* [Instructions for the task]:
Each line of the listing below that includes "node" must be copied.

* [Dataset content]:
========================================================================

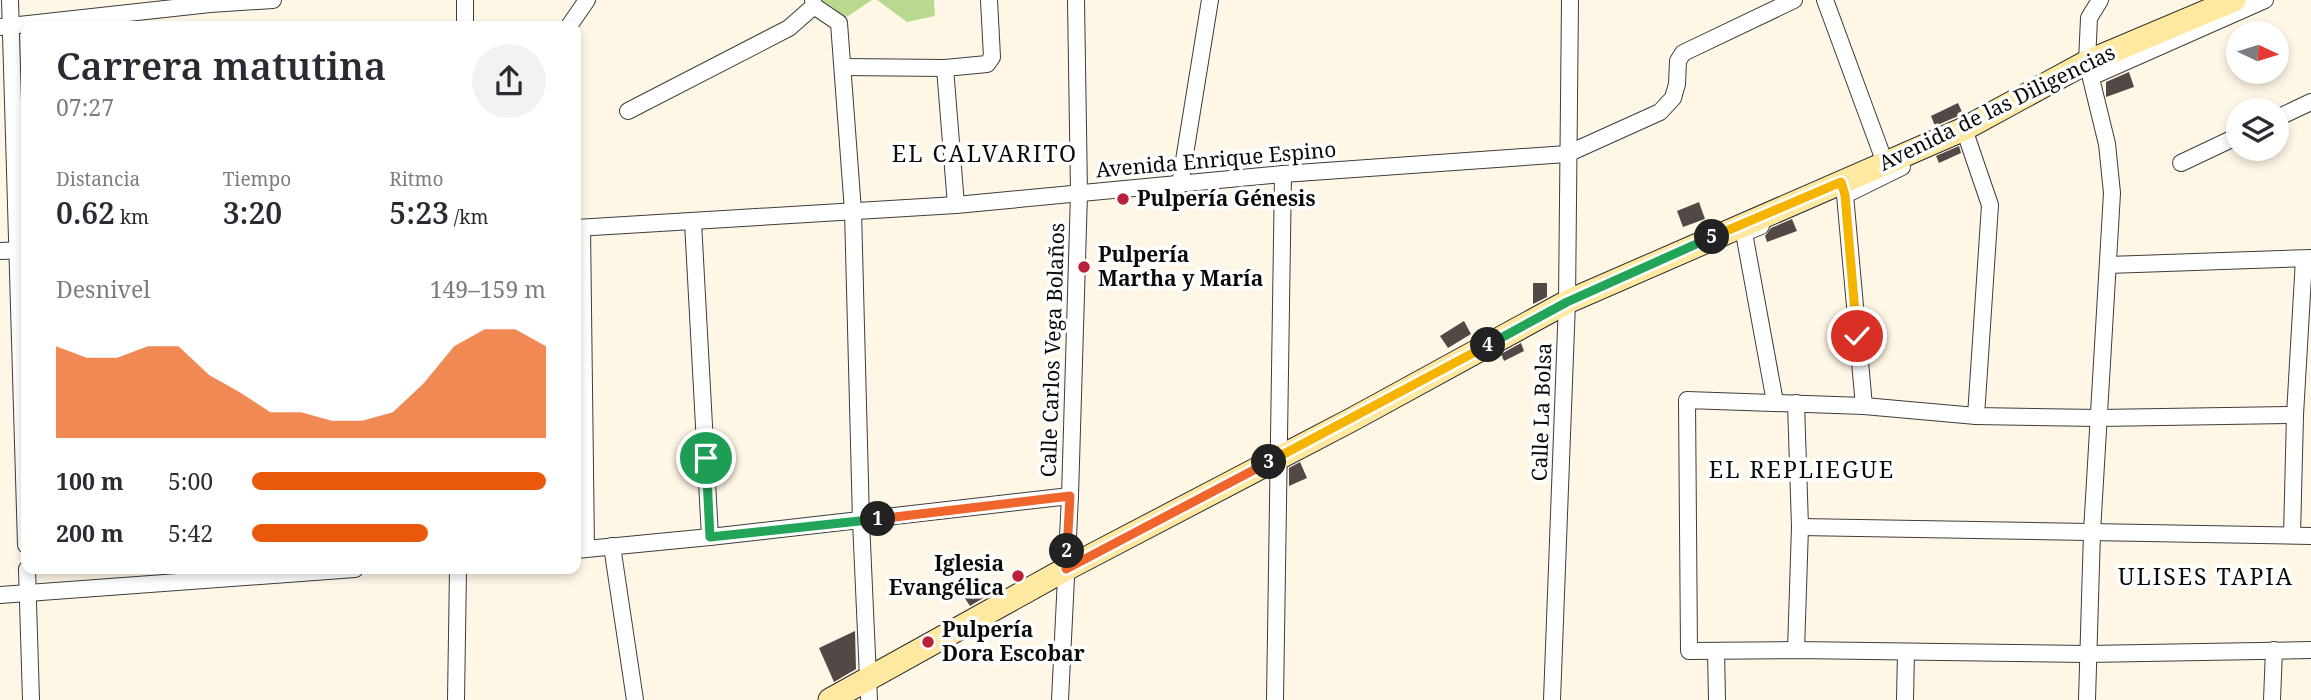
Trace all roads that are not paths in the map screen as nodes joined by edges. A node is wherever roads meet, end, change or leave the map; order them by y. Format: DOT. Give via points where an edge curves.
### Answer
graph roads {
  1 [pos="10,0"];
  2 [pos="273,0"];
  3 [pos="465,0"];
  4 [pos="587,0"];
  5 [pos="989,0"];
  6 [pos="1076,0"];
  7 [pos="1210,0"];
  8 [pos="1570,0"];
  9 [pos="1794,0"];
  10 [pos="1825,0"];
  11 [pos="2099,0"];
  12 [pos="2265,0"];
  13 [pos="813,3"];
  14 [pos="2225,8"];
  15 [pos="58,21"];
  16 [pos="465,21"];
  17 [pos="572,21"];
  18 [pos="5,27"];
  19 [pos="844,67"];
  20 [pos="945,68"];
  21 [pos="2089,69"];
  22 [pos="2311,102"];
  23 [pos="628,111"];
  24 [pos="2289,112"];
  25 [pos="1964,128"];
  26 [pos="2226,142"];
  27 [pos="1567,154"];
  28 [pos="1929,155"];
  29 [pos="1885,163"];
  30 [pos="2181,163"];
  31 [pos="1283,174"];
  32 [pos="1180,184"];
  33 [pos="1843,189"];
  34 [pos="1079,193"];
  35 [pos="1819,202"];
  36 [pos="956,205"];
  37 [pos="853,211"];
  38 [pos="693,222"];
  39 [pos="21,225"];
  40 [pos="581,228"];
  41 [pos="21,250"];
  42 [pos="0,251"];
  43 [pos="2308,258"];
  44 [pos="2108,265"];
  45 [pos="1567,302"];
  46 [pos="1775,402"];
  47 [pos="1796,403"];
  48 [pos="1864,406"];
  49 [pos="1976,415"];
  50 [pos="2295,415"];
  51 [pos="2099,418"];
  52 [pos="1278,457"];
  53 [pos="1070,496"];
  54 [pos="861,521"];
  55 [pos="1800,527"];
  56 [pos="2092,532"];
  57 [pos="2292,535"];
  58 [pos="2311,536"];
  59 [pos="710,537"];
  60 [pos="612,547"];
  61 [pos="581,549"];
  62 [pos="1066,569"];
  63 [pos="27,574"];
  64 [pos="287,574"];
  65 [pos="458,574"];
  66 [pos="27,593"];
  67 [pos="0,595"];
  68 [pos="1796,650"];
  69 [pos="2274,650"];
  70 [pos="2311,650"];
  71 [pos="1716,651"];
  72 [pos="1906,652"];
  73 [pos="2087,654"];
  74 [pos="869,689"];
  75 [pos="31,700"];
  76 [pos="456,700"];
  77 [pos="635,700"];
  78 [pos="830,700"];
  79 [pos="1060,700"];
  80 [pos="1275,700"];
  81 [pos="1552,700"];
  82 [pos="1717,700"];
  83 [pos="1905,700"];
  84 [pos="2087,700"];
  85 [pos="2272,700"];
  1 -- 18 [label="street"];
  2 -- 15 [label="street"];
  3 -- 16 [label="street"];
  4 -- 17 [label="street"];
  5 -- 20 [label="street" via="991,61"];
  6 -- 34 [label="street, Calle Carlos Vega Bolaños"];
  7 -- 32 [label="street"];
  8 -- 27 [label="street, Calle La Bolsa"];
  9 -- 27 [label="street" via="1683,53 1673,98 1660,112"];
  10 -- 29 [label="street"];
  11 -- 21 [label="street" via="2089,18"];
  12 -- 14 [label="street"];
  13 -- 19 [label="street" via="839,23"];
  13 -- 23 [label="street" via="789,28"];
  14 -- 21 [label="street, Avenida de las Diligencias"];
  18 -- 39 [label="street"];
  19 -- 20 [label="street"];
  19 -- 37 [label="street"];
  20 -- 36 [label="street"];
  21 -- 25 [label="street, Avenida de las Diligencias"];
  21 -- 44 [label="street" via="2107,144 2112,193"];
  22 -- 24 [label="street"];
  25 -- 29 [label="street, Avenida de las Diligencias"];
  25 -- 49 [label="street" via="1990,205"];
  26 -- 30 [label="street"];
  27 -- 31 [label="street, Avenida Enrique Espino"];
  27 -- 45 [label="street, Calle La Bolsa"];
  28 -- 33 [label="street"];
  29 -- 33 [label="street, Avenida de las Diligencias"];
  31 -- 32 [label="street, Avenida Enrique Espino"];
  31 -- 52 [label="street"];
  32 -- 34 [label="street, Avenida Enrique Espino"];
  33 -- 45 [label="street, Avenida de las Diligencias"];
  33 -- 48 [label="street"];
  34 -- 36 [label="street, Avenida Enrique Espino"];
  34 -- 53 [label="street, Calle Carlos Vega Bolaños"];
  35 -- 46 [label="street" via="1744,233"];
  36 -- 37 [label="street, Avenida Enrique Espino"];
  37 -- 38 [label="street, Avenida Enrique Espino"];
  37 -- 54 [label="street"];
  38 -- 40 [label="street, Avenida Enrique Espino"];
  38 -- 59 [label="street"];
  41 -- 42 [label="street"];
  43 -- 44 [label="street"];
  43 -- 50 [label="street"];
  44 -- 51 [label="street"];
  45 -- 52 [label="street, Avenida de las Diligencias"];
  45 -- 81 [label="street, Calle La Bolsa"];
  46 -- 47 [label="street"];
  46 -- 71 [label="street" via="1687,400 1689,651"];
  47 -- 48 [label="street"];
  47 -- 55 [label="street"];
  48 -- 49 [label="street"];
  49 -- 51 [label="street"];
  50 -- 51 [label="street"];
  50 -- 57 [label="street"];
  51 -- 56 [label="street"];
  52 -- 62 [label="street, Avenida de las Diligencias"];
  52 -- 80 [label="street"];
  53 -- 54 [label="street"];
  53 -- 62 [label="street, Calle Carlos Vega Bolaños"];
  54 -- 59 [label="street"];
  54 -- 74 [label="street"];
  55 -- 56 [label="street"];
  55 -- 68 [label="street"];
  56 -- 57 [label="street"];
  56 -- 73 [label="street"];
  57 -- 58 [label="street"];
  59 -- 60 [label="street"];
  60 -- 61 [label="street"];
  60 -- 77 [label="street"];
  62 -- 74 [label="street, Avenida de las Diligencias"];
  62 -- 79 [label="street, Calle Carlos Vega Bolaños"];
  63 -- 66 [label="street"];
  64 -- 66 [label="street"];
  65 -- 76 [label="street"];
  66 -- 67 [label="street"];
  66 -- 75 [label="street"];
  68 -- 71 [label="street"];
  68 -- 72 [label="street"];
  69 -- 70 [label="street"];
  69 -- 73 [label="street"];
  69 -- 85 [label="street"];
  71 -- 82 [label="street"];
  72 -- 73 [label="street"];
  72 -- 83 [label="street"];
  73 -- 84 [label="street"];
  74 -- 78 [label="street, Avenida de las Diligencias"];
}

========================================================================

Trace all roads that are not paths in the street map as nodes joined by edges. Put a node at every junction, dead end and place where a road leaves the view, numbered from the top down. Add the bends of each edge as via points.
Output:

========================================================================

* [Written solution]:
Trace all roads that are not paths in the map screen as nodes joined by edges. A node is wherever roads meet, end, change or leave the map; order them by y. Format: DOT. Give via points where an edge curves.
Trace all roads that are not paths in the street map as nodes joined by edges. Put a node at every junction, dead end and place where a road leaves the view, numbered from the top down. Add the bends of each edge as via points.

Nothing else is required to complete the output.